自己紹介
1.特例有限会社
有限会社の根拠法であった「有限会社法」は、「会社法」とともに平成18年5月1日施行された「会社法の施行に伴う関係法律の整備等に関する法律」(以下、整備法という。)」の規定により廃止されました。
そのため、既存の有限会社は、商号の中に有限会社の文字を用いたまま、整備法で定める特例の適用を受けながら、会社法の規定による株式会社として存続し、「特例有限会社」と呼ばれる会社類型に変わりました。
2.定款のみなし規定
特例有限会社には、整備法や経過措置政令によって、定款に定めがあるとみなされる事項が数多く設けられています。
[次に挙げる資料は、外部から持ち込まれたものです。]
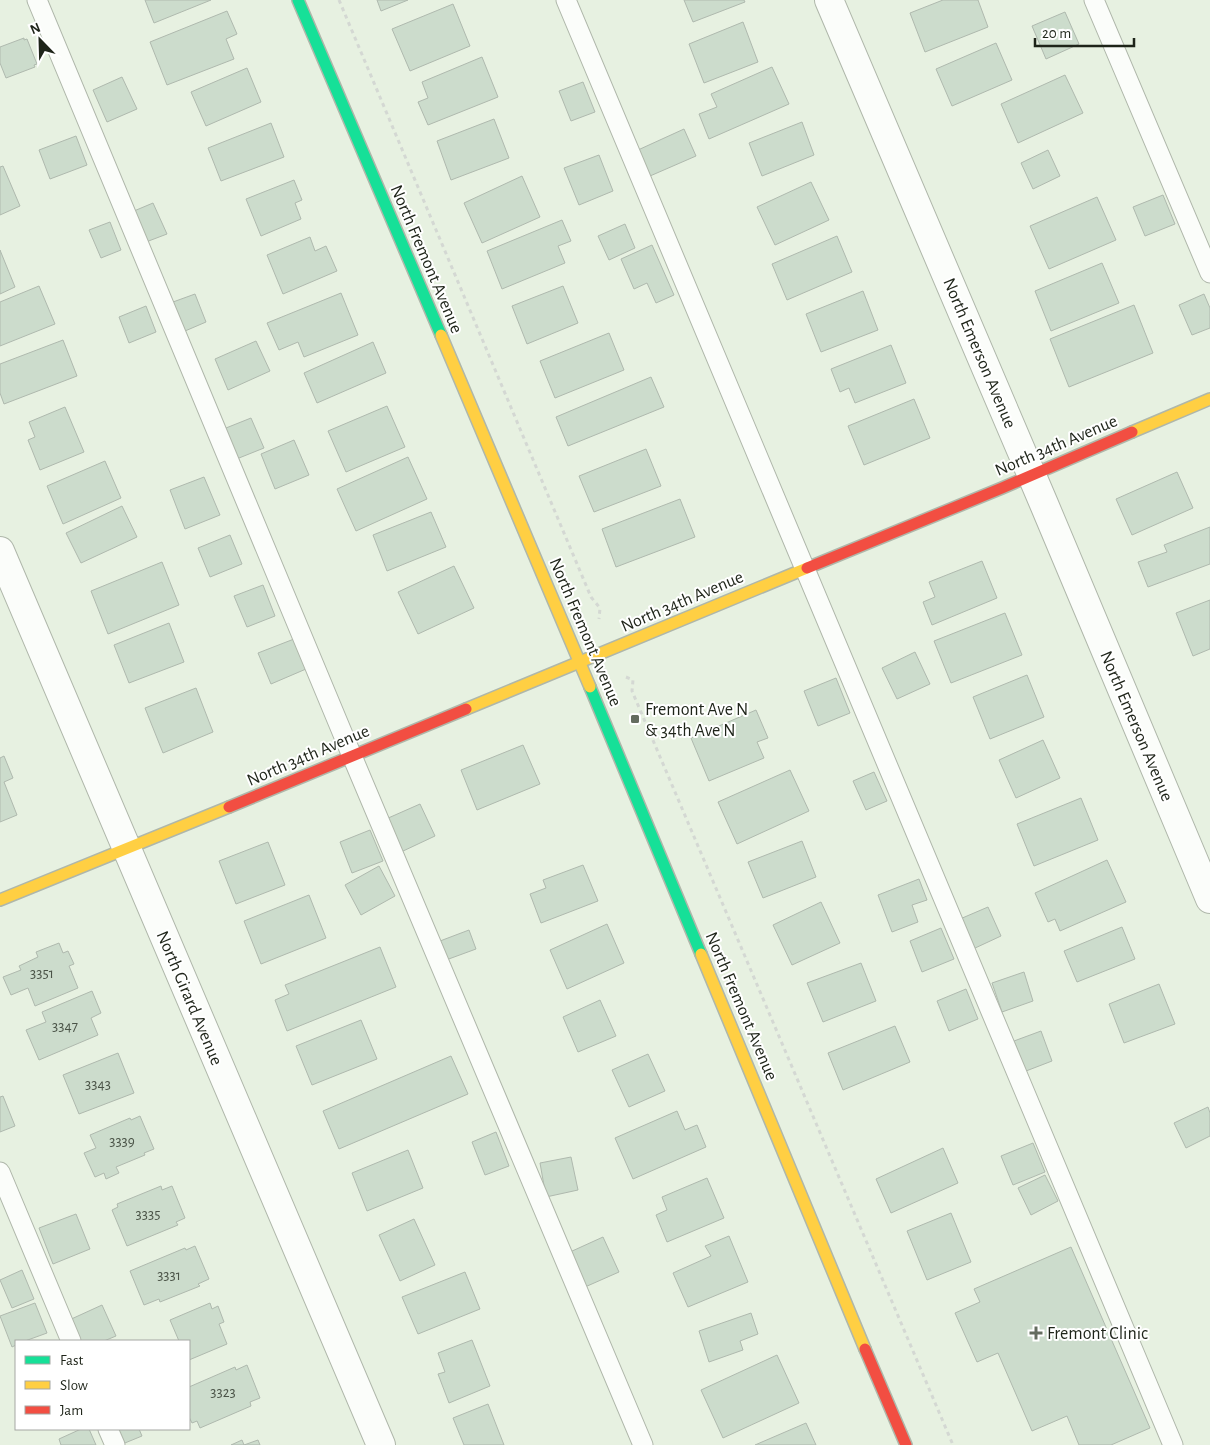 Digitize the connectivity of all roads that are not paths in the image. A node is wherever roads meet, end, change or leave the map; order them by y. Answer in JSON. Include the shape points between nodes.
{"nodes":[{"id":1,"x":37,"y":0,"type":"edge"},
{"id":2,"x":298,"y":0,"type":"edge"},
{"id":3,"x":566,"y":0,"type":"edge"},
{"id":4,"x":829,"y":0,"type":"edge"},
{"id":5,"x":1094,"y":0,"type":"edge"},
{"id":6,"x":1210,"y":273,"type":"edge"},
{"id":7,"x":1210,"y":399,"type":"edge"},
{"id":8,"x":1032,"y":474,"type":"junction"},
{"id":9,"x":0,"y":551,"type":"edge"},
{"id":10,"x":806,"y":569,"type":"junction"},
{"id":11,"x":580,"y":662,"type":"junction"},
{"id":12,"x":352,"y":756,"type":"junction"},
{"id":13,"x":126,"y":850,"type":"junction"},
{"id":14,"x":1210,"y":899,"type":"edge"},
{"id":15,"x":0,"y":900,"type":"edge"},
{"id":16,"x":0,"y":1172,"type":"edge"},
{"id":17,"x":71,"y":1340,"type":"edge"},
{"id":18,"x":108,"y":1430,"type":"edge"},
{"id":19,"x":115,"y":1445,"type":"edge"},
{"id":20,"x":381,"y":1445,"type":"edge"},
{"id":21,"x":643,"y":1445,"type":"edge"},
{"id":22,"x":906,"y":1445,"type":"edge"},
{"id":23,"x":1173,"y":1445,"type":"edge"}],
"edges":[{"from":1,"to":12,"type":"lane"},
{"from":2,"to":11,"type":"street","name":"North Fremont Avenue"},
{"from":3,"to":10,"type":"lane"},
{"from":4,"to":8,"type":"street","name":"North Emerson Avenue"},
{"from":5,"to":6,"type":"lane"},
{"from":7,"to":8,"type":"street","name":"North 34th Avenue"},
{"from":8,"to":10,"type":"street","name":"North 34th Avenue"},
{"from":8,"to":14,"type":"street","name":"North Emerson Avenue"},
{"from":9,"to":13,"type":"street","name":"North Girard Avenue"},
{"from":10,"to":11,"type":"street","name":"North 34th Avenue"},
{"from":10,"to":23,"type":"lane"},
{"from":11,"to":12,"type":"street","name":"North 34th Avenue"},
{"from":11,"to":22,"type":"street","name":"North Fremont Avenue"},
{"from":12,"to":13,"type":"street","name":"North 34th Avenue"},
{"from":12,"to":21,"type":"lane"},
{"from":13,"to":15,"type":"street","name":"North 34th Avenue"},
{"from":13,"to":20,"type":"street","name":"North Girard Avenue"},
{"from":16,"to":17,"type":"lane"},
{"from":18,"to":19,"type":"lane"}]} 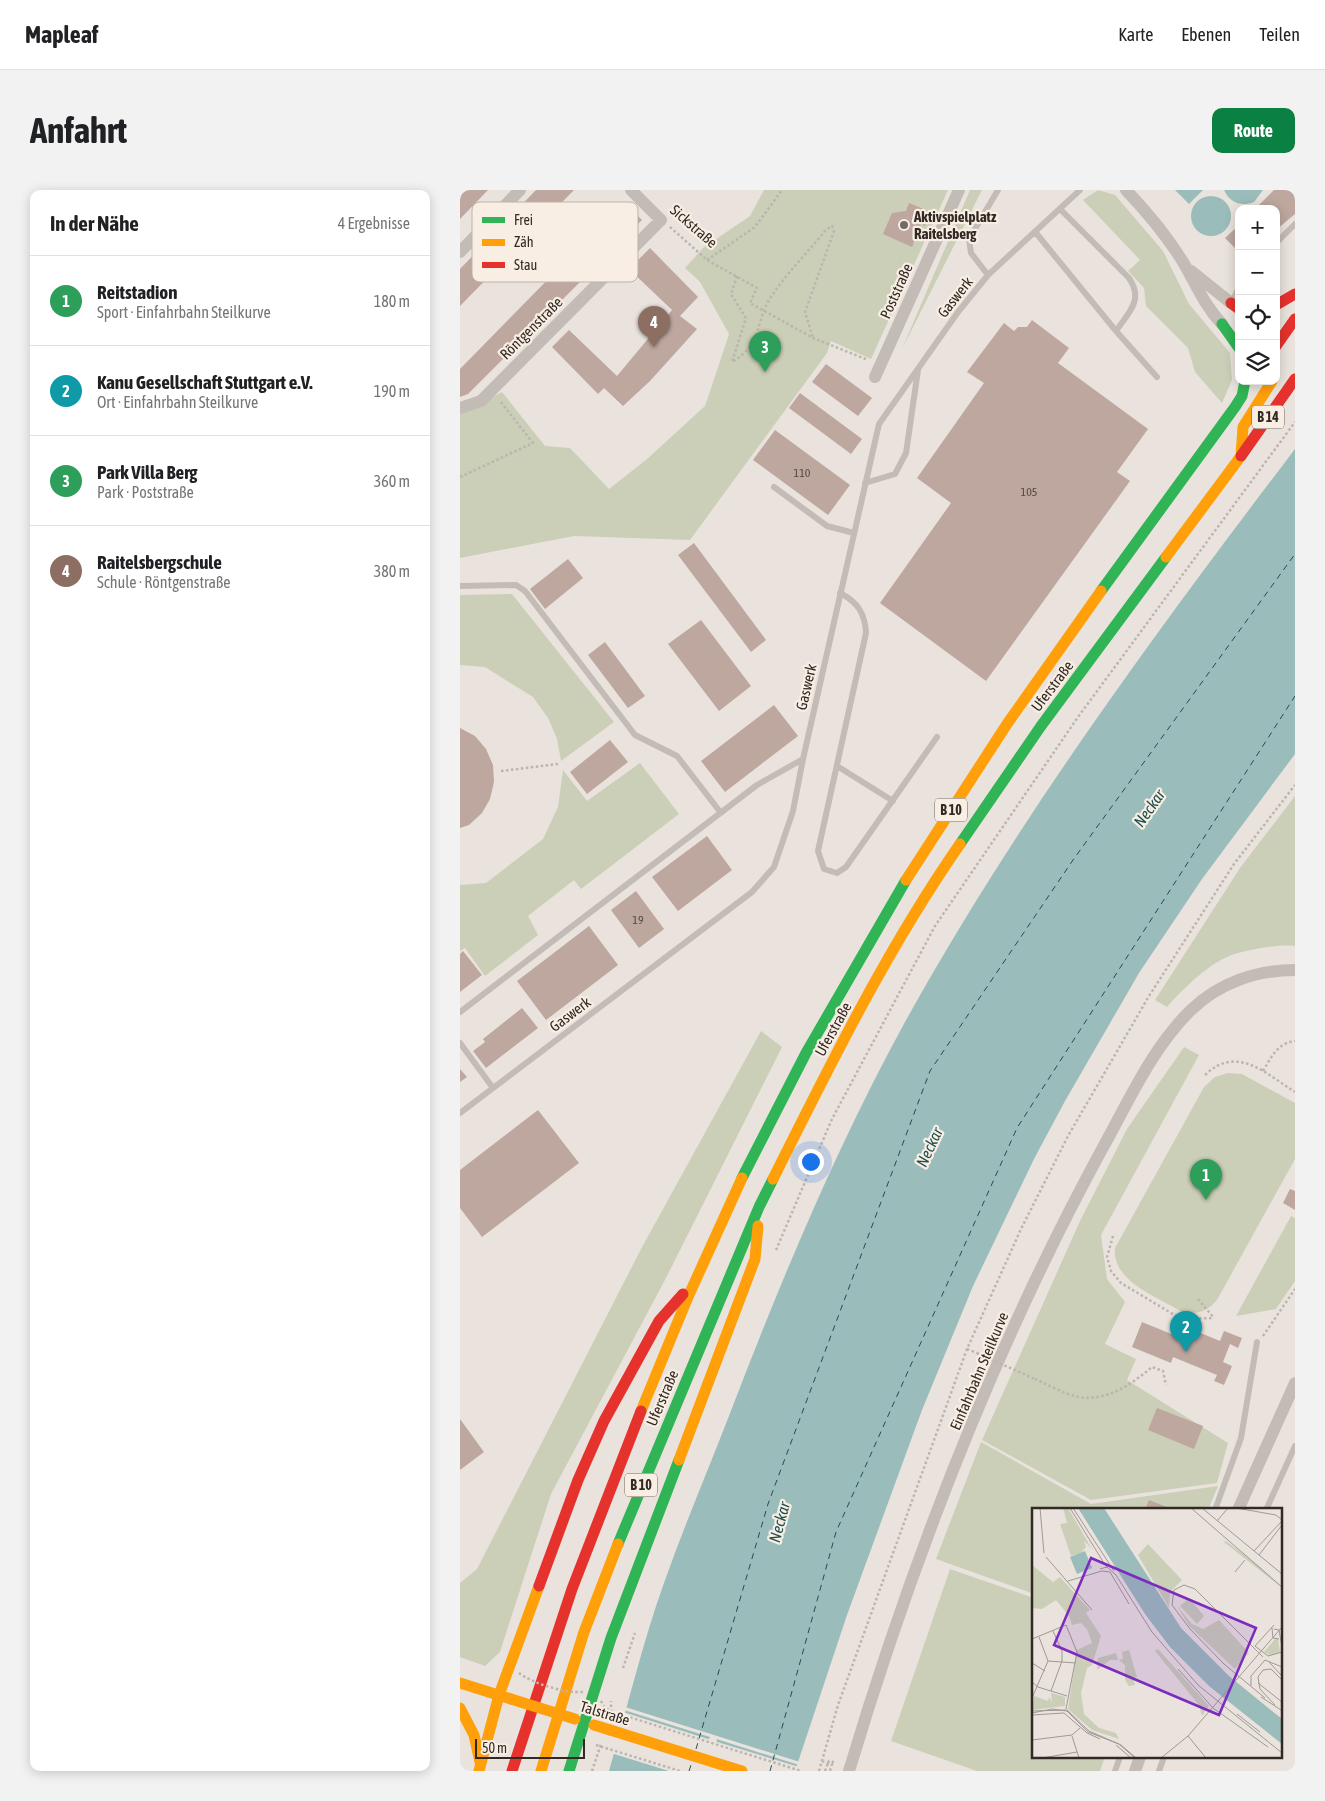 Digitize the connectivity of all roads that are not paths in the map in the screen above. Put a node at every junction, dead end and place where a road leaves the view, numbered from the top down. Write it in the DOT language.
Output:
graph roads {
  1 [pos="520,190"];
  2 [pos="631,190"];
  3 [pos="959,190"];
  4 [pos="998,190"];
  5 [pos="1080,190"];
  6 [pos="1126,190"];
  7 [pos="508,202"];
  8 [pos="1060,209"];
  9 [pos="661,220"];
  10 [pos="1295,224"];
  11 [pos="1036,233"];
  12 [pos="1280,239"];
  13 [pos="472,240"];
  14 [pos="638,243"];
  15 [pos="460,252"];
  16 [pos="1184,264"];
  17 [pos="988,275"];
  18 [pos="599,282"];
  19 [pos="1295,294"];
  20 [pos="1280,303"];
  21 [pos="1234,307"];
  22 [pos="1295,319"];
  23 [pos="1224,320"];
  24 [pos="1116,331"];
  25 [pos="1235,331"];
  26 [pos="1235,341"];
  27 [pos="1280,347"];
  28 [pos="918,368"];
  29 [pos="877,371"];
  30 [pos="1157,377"];
  31 [pos="1295,379"];
  32 [pos="1244,385"];
  33 [pos="1249,385"];
  34 [pos="1269,385"];
  35 [pos="1242,396"];
  36 [pos="460,408"];
  37 [pos="1241,456"];
  38 [pos="865,483"];
  39 [pos="774,487"];
  40 [pos="854,533"];
  41 [pos="460,586"];
  42 [pos="840,593"];
  43 [pos="937,737"];
  44 [pos="803,758"];
  45 [pos="837,766"];
  46 [pos="892,800"];
  47 [pos="721,813"];
  48 [pos="1295,970"];
  49 [pos="460,1012"];
  50 [pos="460,1043"];
  51 [pos="494,1088"];
  52 [pos="460,1113"];
  53 [pos="759,1207"];
  54 [pos="695,1280"];
  55 [pos="1257,1342"];
  56 [pos="1295,1383"];
  57 [pos="1295,1446"];
  58 [pos="1216,1508"];
  59 [pos="1239,1508"];
  60 [pos="1267,1508"];
  61 [pos="460,1683"];
  62 [pos="499,1695"];
  63 [pos="460,1708"];
  64 [pos="584,1722"];
  65 [pos="1120,1758"];
  66 [pos="1140,1758"];
  67 [pos="1164,1758"];
  68 [pos="479,1770"];
  69 [pos="512,1771"];
  70 [pos="541,1771"];
  71 [pos="569,1771"];
  72 [pos="742,1771"];
  73 [pos="850,1771"];
  74 [pos="1115,1771"];
  75 [pos="1135,1771"];
  76 [pos="1159,1771"];
  1 -- 7 [label="street"];
  2 -- 9 [label="street, Sickstraße"];
  3 -- 29 [label="street, Poststraße"];
  4 -- 17 [label="lane"];
  5 -- 8 [label="lane, Gaswerk"];
  6 -- 16 [label="street"];
  8 -- 11 [label="lane, Gaswerk"];
  8 -- 24 [label="lane"];
  9 -- 14 [label="street, Röntgenstraße"];
  10 -- 12 [label="lane"];
  11 -- 17 [label="lane, Gaswerk"];
  11 -- 24 [label="lane"];
  13 -- 15 [label="street"];
  16 -- 21 [label="street"];
  16 -- 23 [label="street"];
  17 -- 28 [label="lane, Gaswerk"];
  18 -- 36 [label="street, Röntgenstraße"];
  19 -- 20 [label="main road"];
  22 -- 27 [label="main road"];
  23 -- 25 [label="main road"];
  23 -- 26 [label="main road"];
  24 -- 30 [label="lane"];
  28 -- 38 [label="lane, Gaswerk"];
  28 -- 38 [label="lane"];
  31 -- 37 [label="main road, Uferstraße / B 14"];
  32 -- 35 [label="main road"];
  33 -- 35 [label="main road, Uferstraße / B 10"];
  34 -- 37 [label="main road"];
  35 -- 54 [label="main road, Uferstraße / B 10"];
  37 -- 53 [label="main road, Uferstraße / B 10"];
  38 -- 40 [label="lane, Gaswerk"];
  39 -- 40 [label="lane"];
  40 -- 42 [label="lane, Gaswerk"];
  41 -- 47 [label="lane"];
  42 -- 44 [label="lane, Gaswerk"];
  42 -- 45 [label="lane"];
  43 -- 46 [label="lane"];
  44 -- 47 [label="lane"];
  44 -- 51 [label="lane, Gaswerk"];
  45 -- 46 [label="lane"];
  45 -- 46 [label="lane"];
  47 -- 49 [label="lane"];
  48 -- 73 [label="street, Einfahrbahn Steilkurve"];
  50 -- 51 [label="lane"];
  51 -- 52 [label="lane, Gaswerk"];
  53 -- 64 [label="main road, B 10"];
  53 -- 70 [label="main road, Uferstraße / B 10"];
  54 -- 62 [label="main road, B 10"];
  54 -- 69 [label="main road, Uferstraße / B 10"];
  55 -- 58 [label="lane"];
  56 -- 59 [label="street"];
  57 -- 60 [label="lane"];
  61 -- 62 [label="main road, Talstraße"];
  62 -- 64 [label="main road, Talstraße, bridge"];
  62 -- 68 [label="main road, B 10"];
  63 -- 68 [label="main road, B 10"];
  64 -- 71 [label="main road, B 10"];
  64 -- 72 [label="main road, Talstraße, bridge"];
  65 -- 74 [label="lane"];
  66 -- 75 [label="street"];
  67 -- 76 [label="lane"];
}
例えば、旧有限会社の定款記載事項のうち、「資本の総額」、「出資の1口の金額」、「社員の氏名住所」、「各社員の出資口数」の記載は、特例有限会社の定款に記載がないものとみなされ、「社員」、「持分」、「出資1口」の記載は、それぞれ「株主」、「株式」、「1株」の記載とみなされます。そのため、これらの事項を織り込み、会社法に適合する特例有限会社の定款を作成し、株主総会の承認を受けることが必要です。
3.通常の株式会社への移行
特例有限会社は、変更後の商号の中に「株式会社」という文字を用いる商号の変更をすることができ、商号の変更後の株式会社について設立の登記、特例有限会社について解散の登記をすることによって、通常の株式会社に移行することができます。なお、通常の株式会社への移行には、メリット・デメリットがありますので、慎重に対応する必要があります。
移行のメリット
① 商号に株式会社の文字を使用できる。
② 株式の譲渡制限に関する定款の定めを廃止し、公開会社になることができる。
③ 取締役会、会計参与、会計監査人等を設置することができる。
④ 他社を吸収合併し、他社の事業を吸収分割により承継することができる。
⑤ 株式交換、株式移転をすることができる。
⑥ 特別清算制度が適用される。
移行のデメリット
① 取締役や監査役の任期が法定されるため、定期的に役員の改選及び変更登記が必要になる。
② 休眠会社のみなし解散の規定が適用される。
③ 計算書類の公告が必要になる。
④ 附属明細書の作成が必要になる。